Le SELF : Là aussi, personne ne pouvant nier que les prérogatives des individus se voient balayées par les intérêts collectifs au centre des enjeux, la mobilisation se renforce de jour en jour. On l’a vu lors de la première session des États généraux du livre (22 mai dernier) qui a suivi le succès rencontré par le hashtag « Auteurs en colère » et la pétition liée. Ça n’était pas gagné d’avance, mais la prise de conscience a été suffisamment forte pour qu’aujourd’hui le gouvernement prenne à son tour conscience qu’il y a comme un problème du côté de nos professions et de nos statuts, qu’on s’évertuait jusqu’alors à « détricoter » petit à petit.
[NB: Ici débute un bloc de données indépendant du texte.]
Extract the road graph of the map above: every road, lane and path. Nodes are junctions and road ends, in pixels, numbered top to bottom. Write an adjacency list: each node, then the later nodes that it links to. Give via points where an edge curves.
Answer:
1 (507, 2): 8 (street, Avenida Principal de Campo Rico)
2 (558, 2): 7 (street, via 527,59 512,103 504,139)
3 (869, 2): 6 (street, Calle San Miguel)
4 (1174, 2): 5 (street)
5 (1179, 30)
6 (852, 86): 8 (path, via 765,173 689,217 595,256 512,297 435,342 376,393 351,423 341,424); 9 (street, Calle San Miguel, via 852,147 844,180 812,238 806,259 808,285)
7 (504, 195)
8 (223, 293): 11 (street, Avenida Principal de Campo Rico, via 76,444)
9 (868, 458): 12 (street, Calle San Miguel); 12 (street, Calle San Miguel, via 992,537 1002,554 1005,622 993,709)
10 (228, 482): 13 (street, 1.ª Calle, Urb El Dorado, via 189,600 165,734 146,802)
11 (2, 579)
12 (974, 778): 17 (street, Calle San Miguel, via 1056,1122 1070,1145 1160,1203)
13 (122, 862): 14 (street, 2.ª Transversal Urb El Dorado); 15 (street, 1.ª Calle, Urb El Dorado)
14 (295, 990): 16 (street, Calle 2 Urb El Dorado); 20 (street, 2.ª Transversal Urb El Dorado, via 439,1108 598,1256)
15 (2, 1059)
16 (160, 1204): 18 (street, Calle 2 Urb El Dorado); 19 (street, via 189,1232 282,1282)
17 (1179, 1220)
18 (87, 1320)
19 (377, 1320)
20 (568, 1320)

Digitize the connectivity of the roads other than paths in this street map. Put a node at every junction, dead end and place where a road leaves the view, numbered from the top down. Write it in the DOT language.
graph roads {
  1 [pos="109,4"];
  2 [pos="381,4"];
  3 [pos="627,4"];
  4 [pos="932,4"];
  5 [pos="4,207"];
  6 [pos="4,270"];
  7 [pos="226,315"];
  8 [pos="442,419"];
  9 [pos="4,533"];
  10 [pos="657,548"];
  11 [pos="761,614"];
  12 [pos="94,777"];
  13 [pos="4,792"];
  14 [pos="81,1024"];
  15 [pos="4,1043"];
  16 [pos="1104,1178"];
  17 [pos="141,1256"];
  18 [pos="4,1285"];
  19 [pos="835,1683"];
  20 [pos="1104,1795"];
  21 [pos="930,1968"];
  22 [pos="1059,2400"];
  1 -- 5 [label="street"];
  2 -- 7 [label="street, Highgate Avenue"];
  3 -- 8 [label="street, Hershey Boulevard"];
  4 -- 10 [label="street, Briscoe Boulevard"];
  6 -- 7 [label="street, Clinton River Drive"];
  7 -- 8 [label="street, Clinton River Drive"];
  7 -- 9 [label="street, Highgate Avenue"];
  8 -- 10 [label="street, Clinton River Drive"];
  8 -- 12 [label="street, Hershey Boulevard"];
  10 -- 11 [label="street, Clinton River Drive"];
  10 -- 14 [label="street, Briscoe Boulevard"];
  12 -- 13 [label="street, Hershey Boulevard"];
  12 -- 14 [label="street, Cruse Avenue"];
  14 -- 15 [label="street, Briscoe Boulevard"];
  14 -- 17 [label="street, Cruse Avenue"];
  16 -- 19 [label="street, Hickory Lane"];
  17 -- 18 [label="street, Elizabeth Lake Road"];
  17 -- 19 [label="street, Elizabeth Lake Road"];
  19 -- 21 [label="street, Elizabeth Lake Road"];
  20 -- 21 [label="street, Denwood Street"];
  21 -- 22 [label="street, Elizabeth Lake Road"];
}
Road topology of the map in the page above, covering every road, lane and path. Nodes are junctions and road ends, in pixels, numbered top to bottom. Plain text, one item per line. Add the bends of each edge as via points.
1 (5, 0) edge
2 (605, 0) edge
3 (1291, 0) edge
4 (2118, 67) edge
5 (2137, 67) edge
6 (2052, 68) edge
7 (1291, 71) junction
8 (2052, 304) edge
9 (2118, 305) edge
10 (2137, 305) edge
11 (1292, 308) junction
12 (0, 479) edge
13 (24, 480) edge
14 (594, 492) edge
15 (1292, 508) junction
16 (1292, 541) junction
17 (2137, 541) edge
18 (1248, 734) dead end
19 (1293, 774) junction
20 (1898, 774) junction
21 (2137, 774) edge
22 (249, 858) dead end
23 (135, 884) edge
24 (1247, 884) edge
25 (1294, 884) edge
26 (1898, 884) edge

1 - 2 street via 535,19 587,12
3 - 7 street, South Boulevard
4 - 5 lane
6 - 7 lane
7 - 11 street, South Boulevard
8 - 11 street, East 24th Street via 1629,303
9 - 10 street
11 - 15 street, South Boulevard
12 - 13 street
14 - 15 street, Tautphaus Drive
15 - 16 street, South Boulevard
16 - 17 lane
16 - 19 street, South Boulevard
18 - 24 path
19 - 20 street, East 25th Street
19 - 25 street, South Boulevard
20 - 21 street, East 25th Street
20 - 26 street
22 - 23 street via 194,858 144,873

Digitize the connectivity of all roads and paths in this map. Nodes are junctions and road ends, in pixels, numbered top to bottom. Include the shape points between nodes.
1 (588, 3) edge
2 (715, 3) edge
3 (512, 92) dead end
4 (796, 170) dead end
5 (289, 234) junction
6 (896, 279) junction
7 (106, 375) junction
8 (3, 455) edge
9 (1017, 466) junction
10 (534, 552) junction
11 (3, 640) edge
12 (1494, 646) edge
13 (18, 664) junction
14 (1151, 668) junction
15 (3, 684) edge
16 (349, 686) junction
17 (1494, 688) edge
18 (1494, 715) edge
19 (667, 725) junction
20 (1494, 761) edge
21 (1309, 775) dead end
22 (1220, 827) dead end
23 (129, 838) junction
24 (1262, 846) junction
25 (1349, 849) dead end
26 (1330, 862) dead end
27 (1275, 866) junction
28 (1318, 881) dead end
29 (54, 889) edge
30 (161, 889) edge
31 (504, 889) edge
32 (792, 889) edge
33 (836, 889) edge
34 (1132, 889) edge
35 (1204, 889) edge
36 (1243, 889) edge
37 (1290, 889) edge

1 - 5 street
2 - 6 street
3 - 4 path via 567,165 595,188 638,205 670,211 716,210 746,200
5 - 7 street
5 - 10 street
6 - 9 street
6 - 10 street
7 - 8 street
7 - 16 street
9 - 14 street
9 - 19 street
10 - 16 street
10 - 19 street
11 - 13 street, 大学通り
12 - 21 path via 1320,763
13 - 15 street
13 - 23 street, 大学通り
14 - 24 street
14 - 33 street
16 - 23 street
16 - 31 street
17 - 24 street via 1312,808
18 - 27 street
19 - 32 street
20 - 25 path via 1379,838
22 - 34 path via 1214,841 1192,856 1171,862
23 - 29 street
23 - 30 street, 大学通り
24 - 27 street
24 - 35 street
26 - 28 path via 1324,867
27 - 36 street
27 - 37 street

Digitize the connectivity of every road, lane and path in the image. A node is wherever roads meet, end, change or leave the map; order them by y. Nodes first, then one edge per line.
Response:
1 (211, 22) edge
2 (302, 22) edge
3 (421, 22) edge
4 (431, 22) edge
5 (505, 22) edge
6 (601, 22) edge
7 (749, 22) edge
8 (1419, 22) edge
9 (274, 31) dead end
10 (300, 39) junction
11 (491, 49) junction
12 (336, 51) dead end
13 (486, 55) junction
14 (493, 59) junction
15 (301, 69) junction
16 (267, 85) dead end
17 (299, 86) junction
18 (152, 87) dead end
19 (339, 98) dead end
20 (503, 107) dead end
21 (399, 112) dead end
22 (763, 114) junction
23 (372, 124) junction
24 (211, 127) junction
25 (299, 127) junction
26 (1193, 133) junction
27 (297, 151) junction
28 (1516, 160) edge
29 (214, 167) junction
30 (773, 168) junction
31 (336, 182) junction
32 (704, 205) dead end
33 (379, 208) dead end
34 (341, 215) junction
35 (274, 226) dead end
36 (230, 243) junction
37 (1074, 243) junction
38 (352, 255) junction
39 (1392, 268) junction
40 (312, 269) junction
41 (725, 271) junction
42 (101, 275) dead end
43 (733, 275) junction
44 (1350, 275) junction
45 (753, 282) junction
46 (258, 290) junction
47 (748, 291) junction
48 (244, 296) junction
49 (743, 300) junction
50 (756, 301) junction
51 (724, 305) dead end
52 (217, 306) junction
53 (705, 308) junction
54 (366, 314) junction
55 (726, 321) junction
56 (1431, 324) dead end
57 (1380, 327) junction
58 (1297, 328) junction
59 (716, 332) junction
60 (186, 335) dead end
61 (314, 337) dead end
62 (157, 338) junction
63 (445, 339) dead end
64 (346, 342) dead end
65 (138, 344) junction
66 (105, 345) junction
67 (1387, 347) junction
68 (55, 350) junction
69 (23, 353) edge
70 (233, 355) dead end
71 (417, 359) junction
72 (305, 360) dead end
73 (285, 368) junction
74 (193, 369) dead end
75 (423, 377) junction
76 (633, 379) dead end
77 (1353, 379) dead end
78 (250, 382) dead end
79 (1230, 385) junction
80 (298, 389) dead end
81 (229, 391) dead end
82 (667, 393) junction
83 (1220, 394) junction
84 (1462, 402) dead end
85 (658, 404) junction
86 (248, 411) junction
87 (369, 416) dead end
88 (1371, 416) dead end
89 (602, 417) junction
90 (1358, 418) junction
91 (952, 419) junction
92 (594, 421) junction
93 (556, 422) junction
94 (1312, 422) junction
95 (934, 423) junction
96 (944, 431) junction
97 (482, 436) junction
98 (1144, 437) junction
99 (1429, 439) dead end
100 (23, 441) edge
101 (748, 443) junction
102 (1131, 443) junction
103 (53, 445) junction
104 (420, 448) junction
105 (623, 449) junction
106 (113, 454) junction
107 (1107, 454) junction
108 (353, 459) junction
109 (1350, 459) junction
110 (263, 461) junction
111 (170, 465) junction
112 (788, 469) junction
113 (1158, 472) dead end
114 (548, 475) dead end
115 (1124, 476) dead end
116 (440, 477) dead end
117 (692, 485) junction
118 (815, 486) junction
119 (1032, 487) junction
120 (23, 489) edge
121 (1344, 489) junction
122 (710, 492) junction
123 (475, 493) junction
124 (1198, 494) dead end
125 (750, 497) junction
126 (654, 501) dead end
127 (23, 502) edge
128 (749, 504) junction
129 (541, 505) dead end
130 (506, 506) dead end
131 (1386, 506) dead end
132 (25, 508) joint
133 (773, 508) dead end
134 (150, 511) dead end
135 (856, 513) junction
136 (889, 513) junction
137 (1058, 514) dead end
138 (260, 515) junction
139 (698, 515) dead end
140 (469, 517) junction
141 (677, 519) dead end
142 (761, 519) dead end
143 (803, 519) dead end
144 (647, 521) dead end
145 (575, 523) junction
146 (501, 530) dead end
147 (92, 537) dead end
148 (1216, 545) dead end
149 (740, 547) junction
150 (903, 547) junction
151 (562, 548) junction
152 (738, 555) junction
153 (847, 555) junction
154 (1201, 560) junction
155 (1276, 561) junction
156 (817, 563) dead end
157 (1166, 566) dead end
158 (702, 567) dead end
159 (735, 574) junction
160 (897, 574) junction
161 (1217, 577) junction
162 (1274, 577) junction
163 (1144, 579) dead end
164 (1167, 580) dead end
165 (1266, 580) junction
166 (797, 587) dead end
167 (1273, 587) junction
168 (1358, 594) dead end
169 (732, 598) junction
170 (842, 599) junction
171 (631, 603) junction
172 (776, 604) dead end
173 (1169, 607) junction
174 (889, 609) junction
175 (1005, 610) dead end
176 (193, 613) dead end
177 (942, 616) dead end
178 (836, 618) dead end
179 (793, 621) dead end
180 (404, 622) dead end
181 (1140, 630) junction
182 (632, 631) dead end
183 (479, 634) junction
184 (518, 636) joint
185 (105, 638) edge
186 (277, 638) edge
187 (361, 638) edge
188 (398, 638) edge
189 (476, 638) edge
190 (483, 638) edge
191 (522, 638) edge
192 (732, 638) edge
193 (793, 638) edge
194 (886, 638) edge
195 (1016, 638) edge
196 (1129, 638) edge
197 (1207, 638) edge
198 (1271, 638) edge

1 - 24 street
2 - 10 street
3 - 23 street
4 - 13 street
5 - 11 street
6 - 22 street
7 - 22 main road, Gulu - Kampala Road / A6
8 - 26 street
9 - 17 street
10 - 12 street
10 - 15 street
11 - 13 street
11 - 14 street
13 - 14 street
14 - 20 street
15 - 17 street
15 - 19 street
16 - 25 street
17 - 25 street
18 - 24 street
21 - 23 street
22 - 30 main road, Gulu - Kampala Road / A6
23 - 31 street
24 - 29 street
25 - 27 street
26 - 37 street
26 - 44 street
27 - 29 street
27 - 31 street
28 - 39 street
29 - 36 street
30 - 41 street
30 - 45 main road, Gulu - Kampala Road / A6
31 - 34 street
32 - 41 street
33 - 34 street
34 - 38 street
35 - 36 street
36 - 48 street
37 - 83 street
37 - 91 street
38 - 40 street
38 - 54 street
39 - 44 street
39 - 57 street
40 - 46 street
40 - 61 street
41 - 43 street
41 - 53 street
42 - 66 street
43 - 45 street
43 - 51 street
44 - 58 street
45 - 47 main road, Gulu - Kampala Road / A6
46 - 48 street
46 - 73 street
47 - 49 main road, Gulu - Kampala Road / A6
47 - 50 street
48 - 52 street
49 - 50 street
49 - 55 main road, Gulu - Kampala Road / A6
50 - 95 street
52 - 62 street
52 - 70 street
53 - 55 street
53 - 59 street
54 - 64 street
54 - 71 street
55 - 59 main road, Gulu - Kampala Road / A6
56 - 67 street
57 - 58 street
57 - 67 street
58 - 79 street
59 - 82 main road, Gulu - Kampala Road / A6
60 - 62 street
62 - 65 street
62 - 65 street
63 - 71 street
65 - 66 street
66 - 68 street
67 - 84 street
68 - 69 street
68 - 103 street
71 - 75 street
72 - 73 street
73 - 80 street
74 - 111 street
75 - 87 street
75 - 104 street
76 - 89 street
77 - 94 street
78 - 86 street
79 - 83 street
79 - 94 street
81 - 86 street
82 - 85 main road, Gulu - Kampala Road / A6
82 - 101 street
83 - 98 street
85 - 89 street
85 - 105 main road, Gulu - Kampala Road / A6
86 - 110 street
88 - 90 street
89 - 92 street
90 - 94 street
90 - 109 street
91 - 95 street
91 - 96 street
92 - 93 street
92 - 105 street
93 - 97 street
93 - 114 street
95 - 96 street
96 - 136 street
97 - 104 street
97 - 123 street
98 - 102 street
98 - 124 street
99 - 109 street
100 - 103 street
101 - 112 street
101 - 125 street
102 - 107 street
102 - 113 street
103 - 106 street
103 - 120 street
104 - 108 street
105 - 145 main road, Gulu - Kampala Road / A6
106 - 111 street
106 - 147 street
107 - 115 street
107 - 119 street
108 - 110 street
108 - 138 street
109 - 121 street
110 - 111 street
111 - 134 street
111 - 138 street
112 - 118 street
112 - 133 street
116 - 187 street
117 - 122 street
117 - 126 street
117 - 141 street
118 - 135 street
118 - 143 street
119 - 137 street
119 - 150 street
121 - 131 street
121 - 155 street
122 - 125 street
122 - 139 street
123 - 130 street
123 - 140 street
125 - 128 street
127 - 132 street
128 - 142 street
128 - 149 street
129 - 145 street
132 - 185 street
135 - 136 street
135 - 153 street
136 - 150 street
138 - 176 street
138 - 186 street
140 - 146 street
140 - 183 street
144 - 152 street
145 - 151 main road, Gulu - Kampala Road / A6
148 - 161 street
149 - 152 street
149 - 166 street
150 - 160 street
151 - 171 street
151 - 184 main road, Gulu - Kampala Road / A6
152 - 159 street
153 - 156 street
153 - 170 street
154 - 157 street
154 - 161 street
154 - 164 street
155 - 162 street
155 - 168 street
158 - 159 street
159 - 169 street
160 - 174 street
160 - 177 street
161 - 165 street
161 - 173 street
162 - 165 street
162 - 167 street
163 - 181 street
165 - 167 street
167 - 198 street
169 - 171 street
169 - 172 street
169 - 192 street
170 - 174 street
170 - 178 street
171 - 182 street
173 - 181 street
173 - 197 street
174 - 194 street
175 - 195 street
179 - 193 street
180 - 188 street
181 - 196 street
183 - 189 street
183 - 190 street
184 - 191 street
La partie est cependant loin d’être gagnée pour nous, mais la mobilisation ne devrait pas faiblir jusqu’à ce qu’on connaisse les résultats précis de ce qui nous attend avec les réformes sociale et fiscale qui entreront en vigueur début 2019. Une réunion différée depuis pas moins de cinq ans aura lieu le 21 juin entre l’ensemble des organisations professionnelles des artistes auteurs et les représentants des trois ministères directement concernés par ces projets de réformes. Il est temps de se mettre au travail sur ces sujets, auxquels les représentants des artistes auteurs ne demandent qu’à apporter leur contribution !
Les correcteurs et lecteurs-correcteurs (organisés dans le Syndicat général du Livre et de la Communication écrite CGT, dans le collectif Correcteurs précaires ou dans la CFDT) ont soutenu les auteurs en relayant notamment leur mécontentement, auteurs qu’ils connaissent bien, avec qui ils travaillent, au sein des maisons d’édition. Le statut des correcteurs est depuis de longs mois en discussion avec le même SNE sans qu’aucune solution satisfaisante soit trouvée au point que l’exercice de leur métier semble à terme menacé (pour rappel : les correcteurs d’édition sont salariés mais payés à la tâche, ce qui signifie qu’ils ont des salaires fluctuants indexés sur les variations de la production éditoriale, contrairement à tous les autres salariés sur site). Ils sont en outre actuellement confrontés au problème de la micro-entreprise, régime qui non seulement concurrence leur statut mais est une aubaine pour les patrons de l’édition puisqu’ils n’ont pas à s’acquitter des cotisations salariales. Pour les correcteurs salariés, c’est une forme d’ubérisation de leur métier et une perte d’emploi pour eux.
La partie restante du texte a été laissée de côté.